所述的色氨酸阻遏蛋白是細菌中調控色氨酸操縱子表達的阻遏蛋白(trpR)，該蛋白能夠特異性地結合L-Trp，并發生構象變化，提高了結合色氨酸操縱子識別序列的親和力。

所述的環形單鏈模板DNA，是作為擴增模板用于滾環擴增的單鏈DNA，并含有trpR的識別序列。

所述的線性單鏈引物DNA，是作為擴增引物用于滾環擴增的線性單鏈DNA，并含有trpR的識別序列，該線性單鏈引物DNA序列與環形單鏈模板DNA的序列堿基具有序列互補性。

所述的DNA聚合酶是用于滾環擴增的DNA聚合酶，包括但不限于phi29DNA聚合酶。

與傳統的HPLC、質譜、ELISA方法相比，本發明具有如下優點：

1、操作簡單、步驟簡便；

2、不需專業的大型儀器設備。

附圖說明

圖1是本發明的流程圖。

圖2是本發明檢測L-Trp的原理示意圖。

圖中，1、含有trpR識別序列的單鏈模板DNA：“ON-CT”；2、含有trpR識別序列的單鏈引物DNA：“ON-P”；3、DNA聚合酶；4、未結合L-Trp的trpR蛋白；5、結合L-Trp的trpR蛋白；6、L-Trp。

圖3是本發明定量測定不同濃度L-Trp的實驗結果。
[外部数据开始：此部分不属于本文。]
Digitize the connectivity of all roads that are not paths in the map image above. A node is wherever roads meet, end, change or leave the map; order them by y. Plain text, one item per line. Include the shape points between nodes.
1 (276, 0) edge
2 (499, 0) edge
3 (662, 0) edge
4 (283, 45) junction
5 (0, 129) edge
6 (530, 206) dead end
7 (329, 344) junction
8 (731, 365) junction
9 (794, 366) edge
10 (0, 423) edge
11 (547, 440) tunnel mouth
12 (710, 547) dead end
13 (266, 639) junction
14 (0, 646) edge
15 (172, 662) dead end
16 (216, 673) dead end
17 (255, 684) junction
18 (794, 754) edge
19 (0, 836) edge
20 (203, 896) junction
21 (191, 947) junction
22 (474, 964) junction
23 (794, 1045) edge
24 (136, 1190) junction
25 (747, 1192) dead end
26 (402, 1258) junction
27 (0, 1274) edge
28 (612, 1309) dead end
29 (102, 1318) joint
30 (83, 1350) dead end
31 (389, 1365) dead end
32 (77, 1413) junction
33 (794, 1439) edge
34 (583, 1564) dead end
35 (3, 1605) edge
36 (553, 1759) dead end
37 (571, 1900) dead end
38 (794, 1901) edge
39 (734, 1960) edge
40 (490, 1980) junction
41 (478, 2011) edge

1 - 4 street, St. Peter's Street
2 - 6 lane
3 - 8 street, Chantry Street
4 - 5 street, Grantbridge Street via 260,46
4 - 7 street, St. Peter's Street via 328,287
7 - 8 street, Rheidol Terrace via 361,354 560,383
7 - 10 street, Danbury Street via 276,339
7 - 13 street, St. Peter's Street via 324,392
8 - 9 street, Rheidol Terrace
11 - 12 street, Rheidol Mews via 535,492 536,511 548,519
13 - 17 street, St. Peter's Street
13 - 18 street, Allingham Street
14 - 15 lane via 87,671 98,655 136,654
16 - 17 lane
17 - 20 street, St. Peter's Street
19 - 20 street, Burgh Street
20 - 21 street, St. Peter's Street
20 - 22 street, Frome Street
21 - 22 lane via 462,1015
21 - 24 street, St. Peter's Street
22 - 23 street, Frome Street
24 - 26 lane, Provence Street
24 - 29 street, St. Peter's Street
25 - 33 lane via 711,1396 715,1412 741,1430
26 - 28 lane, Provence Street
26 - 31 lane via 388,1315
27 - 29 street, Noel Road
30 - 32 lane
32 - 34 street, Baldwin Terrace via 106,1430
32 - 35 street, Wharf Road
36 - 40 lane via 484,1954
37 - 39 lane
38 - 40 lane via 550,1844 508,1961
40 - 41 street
(A)L-Trp不同濃度時的RCA反應的熒光時間曲線；(B)L-Trp濃度和IRR的線性關系。Fluorescence?intensity(FI)：熒光強度；Time：時間；Inhibited?RCA?rate(IRR)：RCA速率抑制率；L-Trp?Concentration(μM)：左旋色氨酸濃度(微摩爾每升)。